Requirement — In which lines of the data does the string "numbered" appear? Copy every one.

Records for the exercise —
- - -

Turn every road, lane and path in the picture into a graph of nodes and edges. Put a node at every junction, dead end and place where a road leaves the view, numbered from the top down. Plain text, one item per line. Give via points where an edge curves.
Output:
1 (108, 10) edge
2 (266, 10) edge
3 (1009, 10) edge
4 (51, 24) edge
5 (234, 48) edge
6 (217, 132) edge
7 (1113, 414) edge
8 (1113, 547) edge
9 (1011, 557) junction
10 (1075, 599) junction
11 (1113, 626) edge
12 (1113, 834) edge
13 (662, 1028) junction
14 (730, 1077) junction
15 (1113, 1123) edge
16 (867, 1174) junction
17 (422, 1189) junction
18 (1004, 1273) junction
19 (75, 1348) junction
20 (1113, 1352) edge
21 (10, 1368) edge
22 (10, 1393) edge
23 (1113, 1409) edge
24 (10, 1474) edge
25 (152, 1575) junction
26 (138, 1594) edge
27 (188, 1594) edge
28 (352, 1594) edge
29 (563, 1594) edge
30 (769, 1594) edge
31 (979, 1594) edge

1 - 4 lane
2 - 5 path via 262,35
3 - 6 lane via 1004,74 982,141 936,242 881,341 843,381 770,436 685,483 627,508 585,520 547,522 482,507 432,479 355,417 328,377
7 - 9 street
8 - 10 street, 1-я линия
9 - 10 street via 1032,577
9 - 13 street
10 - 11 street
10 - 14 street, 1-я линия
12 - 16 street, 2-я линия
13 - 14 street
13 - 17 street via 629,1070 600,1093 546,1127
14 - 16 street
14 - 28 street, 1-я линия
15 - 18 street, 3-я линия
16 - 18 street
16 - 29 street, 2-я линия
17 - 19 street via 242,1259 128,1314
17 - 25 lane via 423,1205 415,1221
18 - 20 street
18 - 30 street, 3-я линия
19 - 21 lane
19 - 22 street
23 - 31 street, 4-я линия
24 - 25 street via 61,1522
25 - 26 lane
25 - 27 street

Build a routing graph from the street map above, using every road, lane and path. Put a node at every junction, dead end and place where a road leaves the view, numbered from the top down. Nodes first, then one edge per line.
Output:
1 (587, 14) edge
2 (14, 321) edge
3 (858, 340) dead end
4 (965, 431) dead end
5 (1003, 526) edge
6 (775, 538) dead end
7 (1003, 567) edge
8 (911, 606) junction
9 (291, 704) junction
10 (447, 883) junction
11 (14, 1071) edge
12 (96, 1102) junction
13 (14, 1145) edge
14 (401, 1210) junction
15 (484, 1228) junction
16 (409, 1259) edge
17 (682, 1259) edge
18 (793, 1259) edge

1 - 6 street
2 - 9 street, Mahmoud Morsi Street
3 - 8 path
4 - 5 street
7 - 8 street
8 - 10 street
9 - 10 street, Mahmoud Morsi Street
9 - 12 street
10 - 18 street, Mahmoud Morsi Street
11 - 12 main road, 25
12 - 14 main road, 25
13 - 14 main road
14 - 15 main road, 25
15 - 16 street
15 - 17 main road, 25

- - -

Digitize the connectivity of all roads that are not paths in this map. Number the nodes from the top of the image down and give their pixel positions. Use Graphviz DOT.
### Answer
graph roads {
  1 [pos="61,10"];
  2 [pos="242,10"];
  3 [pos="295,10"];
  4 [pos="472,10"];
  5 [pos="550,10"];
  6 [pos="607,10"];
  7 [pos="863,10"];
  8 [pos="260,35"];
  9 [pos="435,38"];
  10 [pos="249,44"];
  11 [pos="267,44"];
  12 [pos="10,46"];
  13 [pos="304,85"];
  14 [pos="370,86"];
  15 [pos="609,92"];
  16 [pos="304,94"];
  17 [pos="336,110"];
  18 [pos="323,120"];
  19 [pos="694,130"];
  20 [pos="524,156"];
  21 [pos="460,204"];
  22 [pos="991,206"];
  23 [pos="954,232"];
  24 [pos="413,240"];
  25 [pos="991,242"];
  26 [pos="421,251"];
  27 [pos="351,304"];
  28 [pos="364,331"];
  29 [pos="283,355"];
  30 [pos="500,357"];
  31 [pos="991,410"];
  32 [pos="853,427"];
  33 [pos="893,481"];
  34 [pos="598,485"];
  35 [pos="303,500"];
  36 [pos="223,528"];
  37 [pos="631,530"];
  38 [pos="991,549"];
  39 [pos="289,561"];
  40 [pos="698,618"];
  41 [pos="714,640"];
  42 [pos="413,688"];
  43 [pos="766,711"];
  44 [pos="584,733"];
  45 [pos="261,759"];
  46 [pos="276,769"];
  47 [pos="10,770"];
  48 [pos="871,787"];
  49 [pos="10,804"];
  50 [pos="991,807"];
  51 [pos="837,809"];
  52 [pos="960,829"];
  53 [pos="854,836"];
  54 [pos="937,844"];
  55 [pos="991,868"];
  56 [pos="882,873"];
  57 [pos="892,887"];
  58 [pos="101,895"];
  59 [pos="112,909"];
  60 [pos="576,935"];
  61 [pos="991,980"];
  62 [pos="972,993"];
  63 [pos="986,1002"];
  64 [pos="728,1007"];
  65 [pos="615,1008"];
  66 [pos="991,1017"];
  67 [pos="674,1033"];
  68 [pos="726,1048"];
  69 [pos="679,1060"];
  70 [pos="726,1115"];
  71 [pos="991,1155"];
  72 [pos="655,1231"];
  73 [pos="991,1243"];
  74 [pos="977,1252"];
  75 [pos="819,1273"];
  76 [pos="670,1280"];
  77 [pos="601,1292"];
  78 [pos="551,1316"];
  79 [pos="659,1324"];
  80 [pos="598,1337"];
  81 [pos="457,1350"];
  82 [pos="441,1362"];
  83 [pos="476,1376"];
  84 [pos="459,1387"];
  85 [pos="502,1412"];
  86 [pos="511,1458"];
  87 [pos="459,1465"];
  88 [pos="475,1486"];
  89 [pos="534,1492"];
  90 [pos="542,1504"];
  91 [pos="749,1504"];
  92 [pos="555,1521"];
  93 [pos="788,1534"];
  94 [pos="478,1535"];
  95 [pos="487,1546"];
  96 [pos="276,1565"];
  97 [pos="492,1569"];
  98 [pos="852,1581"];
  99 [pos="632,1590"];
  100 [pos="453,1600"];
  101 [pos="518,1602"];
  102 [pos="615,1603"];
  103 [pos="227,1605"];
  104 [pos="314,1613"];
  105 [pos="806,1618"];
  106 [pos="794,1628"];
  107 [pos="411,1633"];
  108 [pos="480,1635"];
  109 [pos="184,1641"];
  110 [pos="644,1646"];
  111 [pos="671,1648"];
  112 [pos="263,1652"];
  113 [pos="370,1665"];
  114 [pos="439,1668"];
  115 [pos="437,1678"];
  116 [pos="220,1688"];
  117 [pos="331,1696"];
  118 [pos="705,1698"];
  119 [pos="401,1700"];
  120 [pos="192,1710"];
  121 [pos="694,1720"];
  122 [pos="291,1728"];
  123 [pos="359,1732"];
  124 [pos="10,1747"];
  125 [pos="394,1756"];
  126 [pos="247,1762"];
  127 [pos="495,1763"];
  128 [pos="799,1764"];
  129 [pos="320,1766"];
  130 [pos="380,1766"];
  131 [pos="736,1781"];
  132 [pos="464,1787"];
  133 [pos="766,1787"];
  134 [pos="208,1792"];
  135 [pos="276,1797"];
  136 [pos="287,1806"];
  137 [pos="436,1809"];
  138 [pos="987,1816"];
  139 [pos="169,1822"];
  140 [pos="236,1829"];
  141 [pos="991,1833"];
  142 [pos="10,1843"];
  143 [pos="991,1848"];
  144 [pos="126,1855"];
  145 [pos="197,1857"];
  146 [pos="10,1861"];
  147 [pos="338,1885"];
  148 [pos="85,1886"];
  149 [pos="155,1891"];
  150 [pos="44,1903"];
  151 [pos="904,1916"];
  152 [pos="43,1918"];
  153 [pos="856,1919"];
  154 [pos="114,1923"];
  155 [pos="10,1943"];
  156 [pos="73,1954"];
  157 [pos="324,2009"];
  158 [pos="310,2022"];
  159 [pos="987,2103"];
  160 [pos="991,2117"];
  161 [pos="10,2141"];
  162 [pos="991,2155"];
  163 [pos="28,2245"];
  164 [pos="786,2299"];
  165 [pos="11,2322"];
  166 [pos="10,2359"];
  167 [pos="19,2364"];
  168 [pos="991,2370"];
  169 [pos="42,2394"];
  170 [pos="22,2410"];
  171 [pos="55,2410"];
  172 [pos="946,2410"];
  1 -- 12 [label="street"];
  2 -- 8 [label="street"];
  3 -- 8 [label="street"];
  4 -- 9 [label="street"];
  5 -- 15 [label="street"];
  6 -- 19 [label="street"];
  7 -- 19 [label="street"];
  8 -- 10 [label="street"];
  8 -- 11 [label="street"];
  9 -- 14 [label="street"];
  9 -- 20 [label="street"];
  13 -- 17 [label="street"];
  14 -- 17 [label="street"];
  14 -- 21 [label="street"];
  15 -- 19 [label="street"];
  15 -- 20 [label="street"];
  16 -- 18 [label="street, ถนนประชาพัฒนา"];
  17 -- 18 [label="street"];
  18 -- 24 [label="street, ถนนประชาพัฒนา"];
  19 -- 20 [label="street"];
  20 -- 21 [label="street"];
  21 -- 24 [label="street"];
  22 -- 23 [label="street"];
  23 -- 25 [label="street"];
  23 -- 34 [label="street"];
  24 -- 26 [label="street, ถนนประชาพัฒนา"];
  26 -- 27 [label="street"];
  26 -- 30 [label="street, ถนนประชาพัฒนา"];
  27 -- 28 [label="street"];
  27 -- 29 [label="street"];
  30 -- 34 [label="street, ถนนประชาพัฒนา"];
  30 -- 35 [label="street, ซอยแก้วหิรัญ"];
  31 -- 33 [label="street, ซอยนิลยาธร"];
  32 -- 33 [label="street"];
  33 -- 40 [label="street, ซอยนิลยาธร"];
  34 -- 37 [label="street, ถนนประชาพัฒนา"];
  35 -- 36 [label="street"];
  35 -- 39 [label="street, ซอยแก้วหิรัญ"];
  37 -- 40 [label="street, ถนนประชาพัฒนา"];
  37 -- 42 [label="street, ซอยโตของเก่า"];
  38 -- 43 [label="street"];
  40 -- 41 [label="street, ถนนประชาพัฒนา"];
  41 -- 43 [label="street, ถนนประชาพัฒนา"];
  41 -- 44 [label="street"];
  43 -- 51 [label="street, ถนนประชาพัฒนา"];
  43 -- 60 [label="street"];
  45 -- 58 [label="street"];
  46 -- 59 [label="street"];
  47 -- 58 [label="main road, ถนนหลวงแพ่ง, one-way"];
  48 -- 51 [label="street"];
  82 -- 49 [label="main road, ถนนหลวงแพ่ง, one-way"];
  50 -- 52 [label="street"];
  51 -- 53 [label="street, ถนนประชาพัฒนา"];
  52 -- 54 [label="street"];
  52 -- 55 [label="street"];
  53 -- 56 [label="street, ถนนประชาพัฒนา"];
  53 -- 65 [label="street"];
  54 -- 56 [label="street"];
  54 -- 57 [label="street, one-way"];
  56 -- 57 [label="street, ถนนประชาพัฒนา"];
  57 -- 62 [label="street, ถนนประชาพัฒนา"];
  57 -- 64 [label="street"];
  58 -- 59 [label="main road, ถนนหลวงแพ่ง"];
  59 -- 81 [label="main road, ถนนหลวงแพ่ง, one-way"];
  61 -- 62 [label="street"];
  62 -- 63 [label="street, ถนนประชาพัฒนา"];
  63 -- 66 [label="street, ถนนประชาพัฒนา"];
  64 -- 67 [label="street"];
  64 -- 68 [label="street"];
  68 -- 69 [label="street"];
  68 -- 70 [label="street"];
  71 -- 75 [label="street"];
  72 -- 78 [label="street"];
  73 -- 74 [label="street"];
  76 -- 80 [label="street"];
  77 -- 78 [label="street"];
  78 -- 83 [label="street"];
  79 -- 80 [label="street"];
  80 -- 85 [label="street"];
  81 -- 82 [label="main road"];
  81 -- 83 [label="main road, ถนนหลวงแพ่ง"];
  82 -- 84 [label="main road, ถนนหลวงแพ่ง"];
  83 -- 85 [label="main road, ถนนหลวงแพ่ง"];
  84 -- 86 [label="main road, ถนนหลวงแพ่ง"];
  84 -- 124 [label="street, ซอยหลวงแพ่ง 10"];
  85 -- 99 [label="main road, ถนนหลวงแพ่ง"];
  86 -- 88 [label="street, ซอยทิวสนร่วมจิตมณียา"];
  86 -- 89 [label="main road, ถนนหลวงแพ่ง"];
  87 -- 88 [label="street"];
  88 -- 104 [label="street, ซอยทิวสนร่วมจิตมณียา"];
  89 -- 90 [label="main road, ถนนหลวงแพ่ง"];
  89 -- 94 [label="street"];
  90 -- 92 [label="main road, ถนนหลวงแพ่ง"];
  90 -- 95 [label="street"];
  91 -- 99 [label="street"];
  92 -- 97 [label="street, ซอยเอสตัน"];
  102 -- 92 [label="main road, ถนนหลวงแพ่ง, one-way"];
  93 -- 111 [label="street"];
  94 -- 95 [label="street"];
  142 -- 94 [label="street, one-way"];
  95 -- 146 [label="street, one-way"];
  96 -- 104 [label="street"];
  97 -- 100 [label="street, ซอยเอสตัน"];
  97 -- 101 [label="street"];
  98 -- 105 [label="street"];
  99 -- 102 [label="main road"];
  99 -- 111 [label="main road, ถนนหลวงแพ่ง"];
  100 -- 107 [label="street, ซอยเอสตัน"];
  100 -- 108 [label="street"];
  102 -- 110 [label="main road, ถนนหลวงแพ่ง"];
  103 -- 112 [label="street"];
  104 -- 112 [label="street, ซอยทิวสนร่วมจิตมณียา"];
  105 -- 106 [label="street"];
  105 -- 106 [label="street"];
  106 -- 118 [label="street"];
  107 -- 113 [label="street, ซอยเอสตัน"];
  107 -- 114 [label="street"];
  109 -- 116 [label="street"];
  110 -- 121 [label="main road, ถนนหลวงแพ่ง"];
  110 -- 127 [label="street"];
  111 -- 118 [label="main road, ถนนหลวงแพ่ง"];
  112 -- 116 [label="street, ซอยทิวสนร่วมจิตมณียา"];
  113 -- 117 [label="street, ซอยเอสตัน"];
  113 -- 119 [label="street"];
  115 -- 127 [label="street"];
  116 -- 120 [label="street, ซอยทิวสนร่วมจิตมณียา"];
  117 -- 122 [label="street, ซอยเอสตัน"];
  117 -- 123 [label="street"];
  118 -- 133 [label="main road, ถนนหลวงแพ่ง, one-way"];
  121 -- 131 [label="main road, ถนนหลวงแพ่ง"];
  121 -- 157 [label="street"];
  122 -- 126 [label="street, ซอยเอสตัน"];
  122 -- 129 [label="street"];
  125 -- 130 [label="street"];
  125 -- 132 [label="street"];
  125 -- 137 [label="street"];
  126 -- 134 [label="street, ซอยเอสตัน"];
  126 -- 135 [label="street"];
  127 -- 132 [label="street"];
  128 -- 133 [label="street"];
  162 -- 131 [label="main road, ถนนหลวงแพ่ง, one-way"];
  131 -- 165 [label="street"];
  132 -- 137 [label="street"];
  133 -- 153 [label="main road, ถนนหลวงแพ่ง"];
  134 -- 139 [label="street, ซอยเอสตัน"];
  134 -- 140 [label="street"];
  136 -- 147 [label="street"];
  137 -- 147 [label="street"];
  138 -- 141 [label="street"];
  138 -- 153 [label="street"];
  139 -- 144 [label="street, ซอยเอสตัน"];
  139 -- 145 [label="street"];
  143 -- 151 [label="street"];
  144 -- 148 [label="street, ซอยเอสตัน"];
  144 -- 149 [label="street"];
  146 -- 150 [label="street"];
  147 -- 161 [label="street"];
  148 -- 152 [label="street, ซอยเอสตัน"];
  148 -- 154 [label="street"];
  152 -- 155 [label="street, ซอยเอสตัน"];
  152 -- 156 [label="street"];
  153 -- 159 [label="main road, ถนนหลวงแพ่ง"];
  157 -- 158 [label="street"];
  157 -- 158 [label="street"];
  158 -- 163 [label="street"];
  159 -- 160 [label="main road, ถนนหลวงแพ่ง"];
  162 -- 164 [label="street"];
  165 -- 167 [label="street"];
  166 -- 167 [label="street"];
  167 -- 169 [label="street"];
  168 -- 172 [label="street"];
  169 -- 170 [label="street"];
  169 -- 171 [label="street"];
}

- - -

Written answer —
Turn every road, lane and path in the picture into a graph of nodes and edges. Put a node at every junction, dead end and place where a road leaves the view, numbered from the top down. Plain text, one item per line. Give via points where an edge curves.
Build a routing graph from the street map above, using every road, lane and path. Put a node at every junction, dead end and place where a road leaves the view, numbered from the top down. Nodes first, then one edge per line.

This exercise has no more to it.